AI Summary • Published on Feb 17, 2026
The increasing volume of private data used in artificial intelligence and machine learning applications has raised significant privacy concerns. Secure function computation, a method allowing service providers to process data without directly accessing it, relies on foundational cryptographic primitives like Bit Commitment (BC). However, quantum mechanics' no-go theorems, notably by Mayers, and Lo and Chau, have demonstrated the impossibility of unconditionally secure quantum BC, where both concealment and binding are simultaneously guaranteed. These theorems highlight that any quantum BC protocol relying solely on quantum laws is fundamentally insecure, often due to an adversary's ability to delay their bit choice using entanglement. This necessitates the development of BC systems under added, physically motivated assumptions to restore cryptographic functionality and ensure data privacy.

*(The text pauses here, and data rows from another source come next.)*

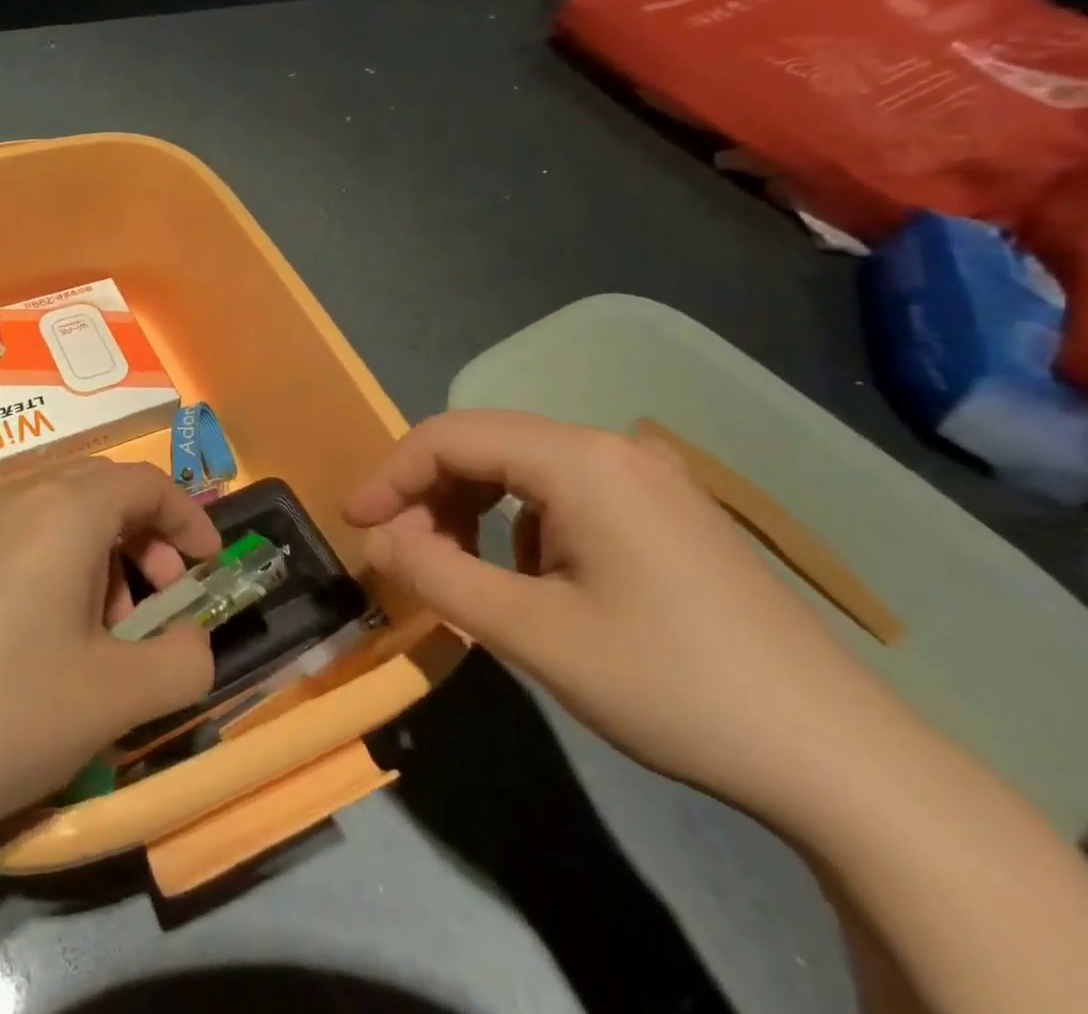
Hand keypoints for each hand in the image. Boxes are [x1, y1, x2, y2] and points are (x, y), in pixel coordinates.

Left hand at [0, 459, 217, 848]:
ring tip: (99, 628)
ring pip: (56, 512)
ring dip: (98, 552)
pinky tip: (38, 634)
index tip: (207, 567)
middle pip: (101, 489)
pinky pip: (15, 535)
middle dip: (144, 535)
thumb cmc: (3, 715)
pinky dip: (52, 563)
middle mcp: (15, 498)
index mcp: (64, 510)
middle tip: (157, 596)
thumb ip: (183, 662)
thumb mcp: (116, 698)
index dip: (188, 517)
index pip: (145, 482)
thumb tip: (193, 641)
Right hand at [345, 410, 898, 819]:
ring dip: (471, 506)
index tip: (355, 524)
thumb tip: (378, 538)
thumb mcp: (532, 633)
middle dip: (429, 492)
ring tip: (458, 568)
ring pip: (522, 465)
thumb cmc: (670, 684)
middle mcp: (611, 446)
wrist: (840, 759)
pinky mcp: (667, 507)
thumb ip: (436, 574)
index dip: (390, 474)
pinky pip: (564, 490)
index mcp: (578, 459)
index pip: (449, 436)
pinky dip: (520, 521)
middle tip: (401, 552)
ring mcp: (647, 474)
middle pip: (485, 443)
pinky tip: (533, 579)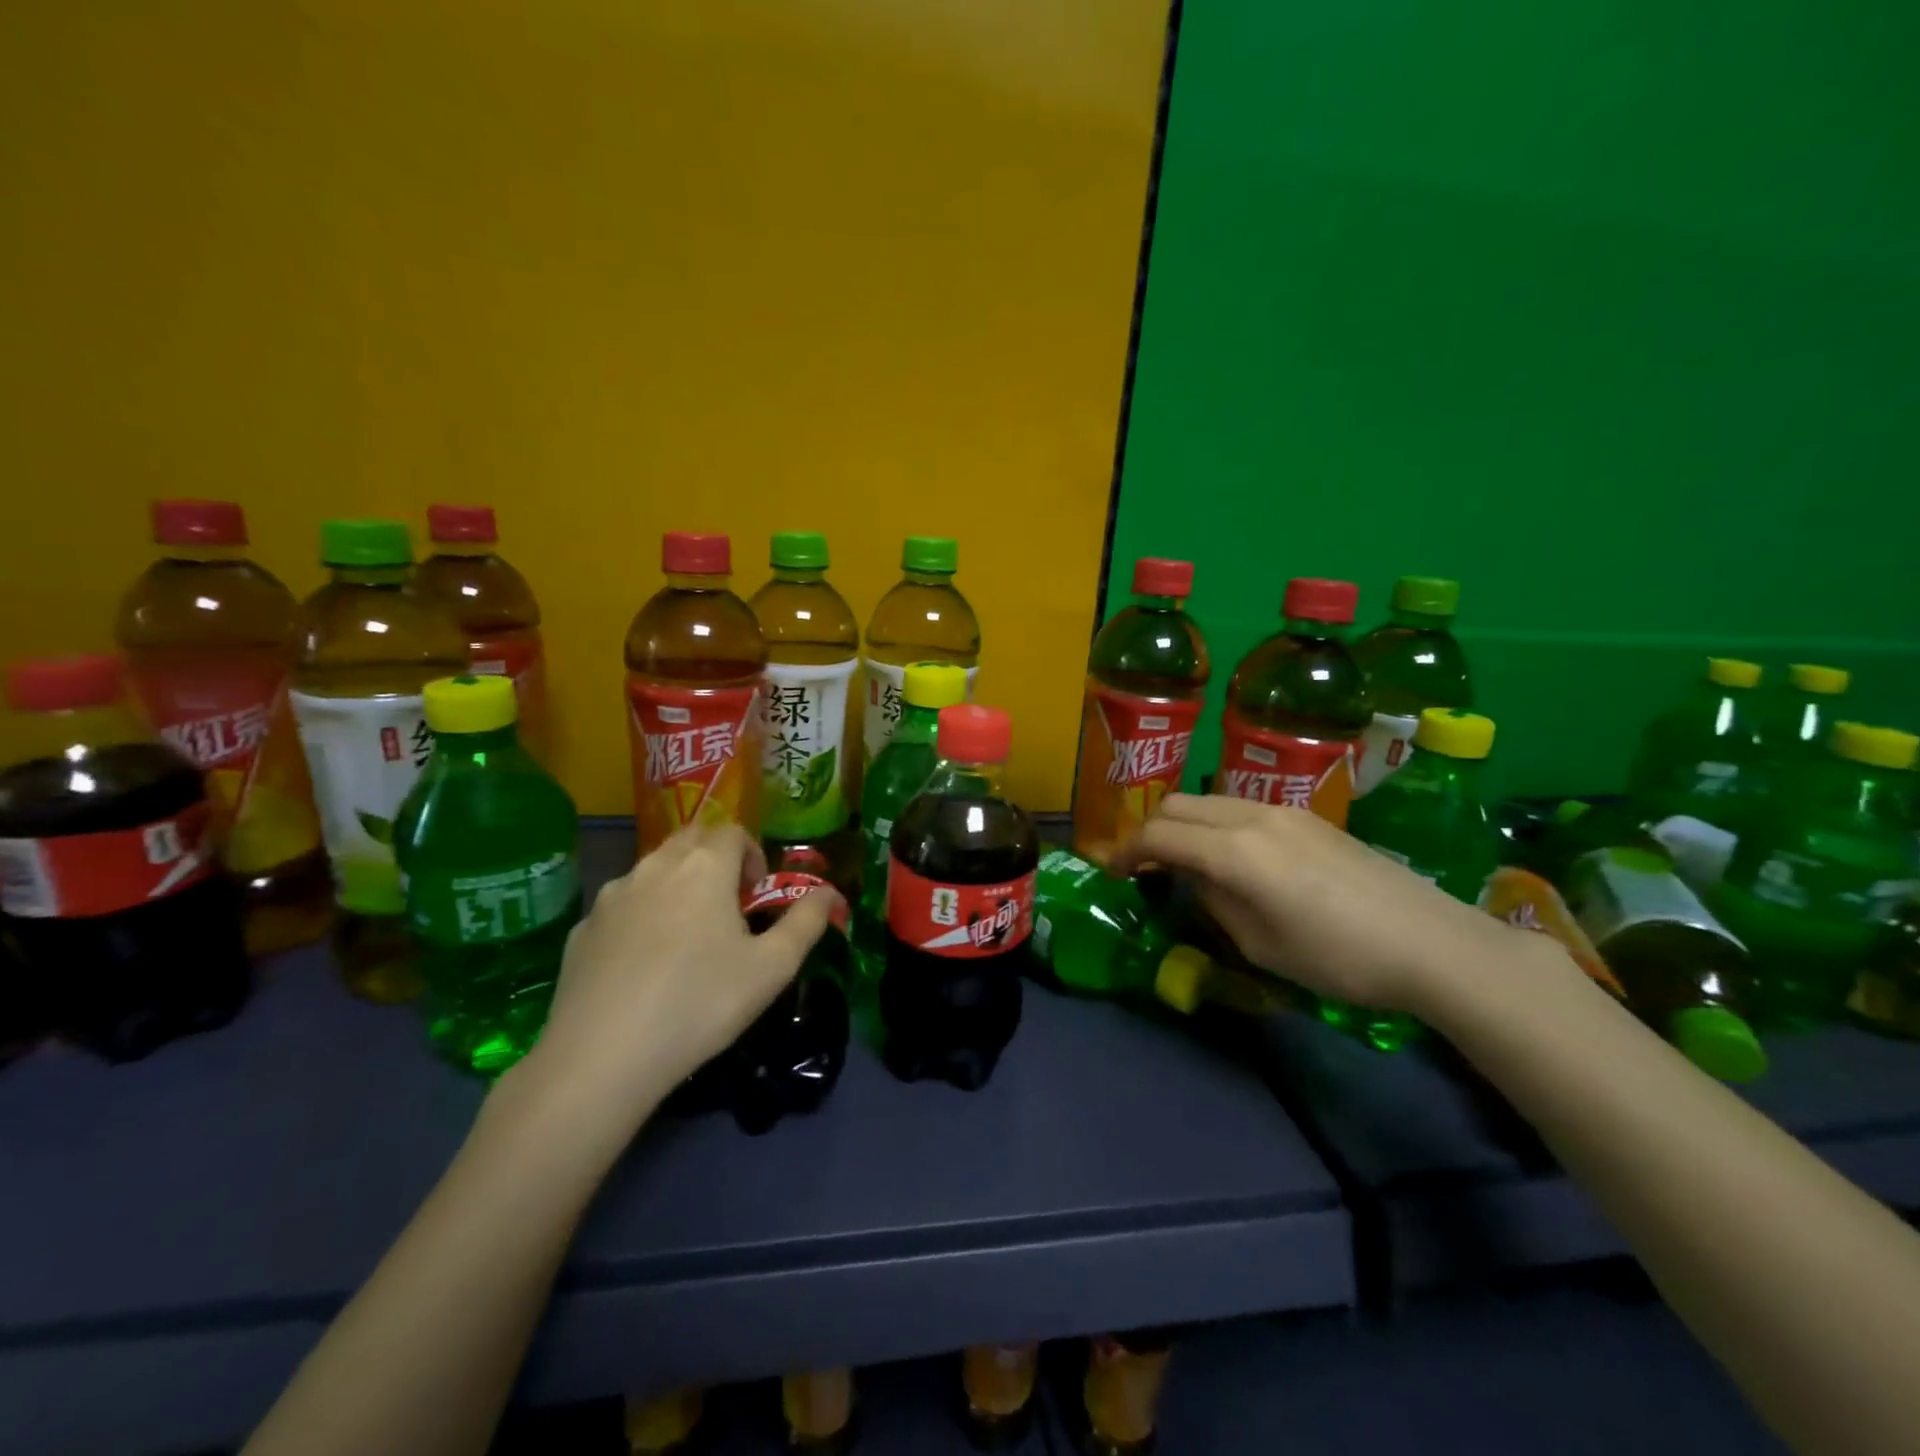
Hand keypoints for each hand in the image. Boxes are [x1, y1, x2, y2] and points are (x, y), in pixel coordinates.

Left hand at [508, 823, 840, 1126]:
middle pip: (691, 839)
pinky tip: (644, 964)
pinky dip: (641, 916)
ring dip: (677, 884)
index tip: (756, 895)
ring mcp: (612, 895)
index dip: (753, 854)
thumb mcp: (772, 968)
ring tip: (688, 935)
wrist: (602, 1057)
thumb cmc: (701, 1003)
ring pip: (653, 869)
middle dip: (714, 860)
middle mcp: (656, 866)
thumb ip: (807, 922)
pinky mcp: (583, 928)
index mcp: (704, 867)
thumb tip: (830, 892)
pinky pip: (622, 905)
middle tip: (728, 906)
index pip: (733, 831)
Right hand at [1109, 794, 1519, 1014]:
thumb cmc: (1339, 958)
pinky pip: (1240, 806)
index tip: (1114, 875)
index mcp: (1235, 852)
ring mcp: (1282, 810)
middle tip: (1144, 867)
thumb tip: (1198, 881)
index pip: (1158, 835)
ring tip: (1183, 861)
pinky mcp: (1306, 816)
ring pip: (1208, 800)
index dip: (1127, 853)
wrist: (1432, 942)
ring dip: (1183, 824)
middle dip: (1149, 831)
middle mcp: (1251, 816)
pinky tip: (1231, 857)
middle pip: (1176, 805)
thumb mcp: (1260, 945)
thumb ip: (1215, 902)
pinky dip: (1216, 824)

The authors propose a novel quantum optical Bit Commitment (BC) protocol that circumvents the no-go theorems by introducing the assumption of secured network connections provided by a Trusted Third Party (TTP). This TTP ensures transmission lines are protected against eavesdropping and tampering. In the protocol, Alice commits to a bit by preparing a specific multi-mode coherent state, which is a tensor product of phase-shifted coherent states, and sends it to Bob. This constitutes the 'commit' phase. The key states involved are based on phase-averaged coherent states, making them almost indistinguishable to Bob, thereby ensuring concealment. In the later 'opening' phase, Alice reveals her committed bit and a random string. Bob then displaces the received state and performs photon number measurements. If the measurement results in all zeros, he accepts Alice's claim; otherwise, he rejects. The design ensures that if Alice were to cheat and change her bit, the resulting state would be distinguishable by Bob with high probability, thus providing binding.
The protocol demonstrates approximate binding and concealing properties, quantifiable by an epsilon-security parameter. The probabilities of Bob learning the bit prematurely (`pCB`) and Alice cheating (`pCA`) are derived and shown to be upper-bounded by epsilon, provided certain conditions on the system parameters (received energy `E`, number of signals `k`, and number of phase shifts `M`) are met. Specifically, `pCA` decays exponentially with increasing `k`, while `pCB` is also shown to decrease with increasing `M`. A trade-off is identified: increasing `M` makes Alice's attack easier, while increasing `k` makes Bob's detection of cheating easier. The paper also analyzes the hardness of Mayers' attack against this protocol. It argues that implementing Mayers' attack, which requires Alice to create purifications of the committed states, would be extremely difficult. This difficulty is supported by three perspectives: the non-Gaussian nature of the states involved (making linear optical implementations non-trivial), the infinite stellar rank of the required states for a sufficiently large `M` (indicating high complexity for their creation), and the exponential decrease in success probability for creating the necessary high photon number states with current technology. The analysis suggests that a higher received energy `E` (or `t`) would enforce larger `M` and `k`, which further implies that the TTP should ensure high transmittivity to maintain efficiency.
This work presents a significant step forward in quantum cryptography by offering a new quantum Bit Commitment protocol that is demonstrably secure under a reasonable and experimentally relevant assumption—secured network connections by a Trusted Third Party. Unlike previous assumption-based protocols that rely on limited quantum memory or separability, this protocol provides a fresh perspective for building secure two-party primitives. The detailed discussion on the complexity of Mayers' attack not only strengthens the security claims of the proposed protocol but also highlights the critical need for developing new computational models at the physical layer to rigorously quantify the hardness of such quantum cryptographic schemes. The protocol is considered readily implementable with existing quantum optical technology, bridging the gap between theoretical impossibility results and practical quantum security applications.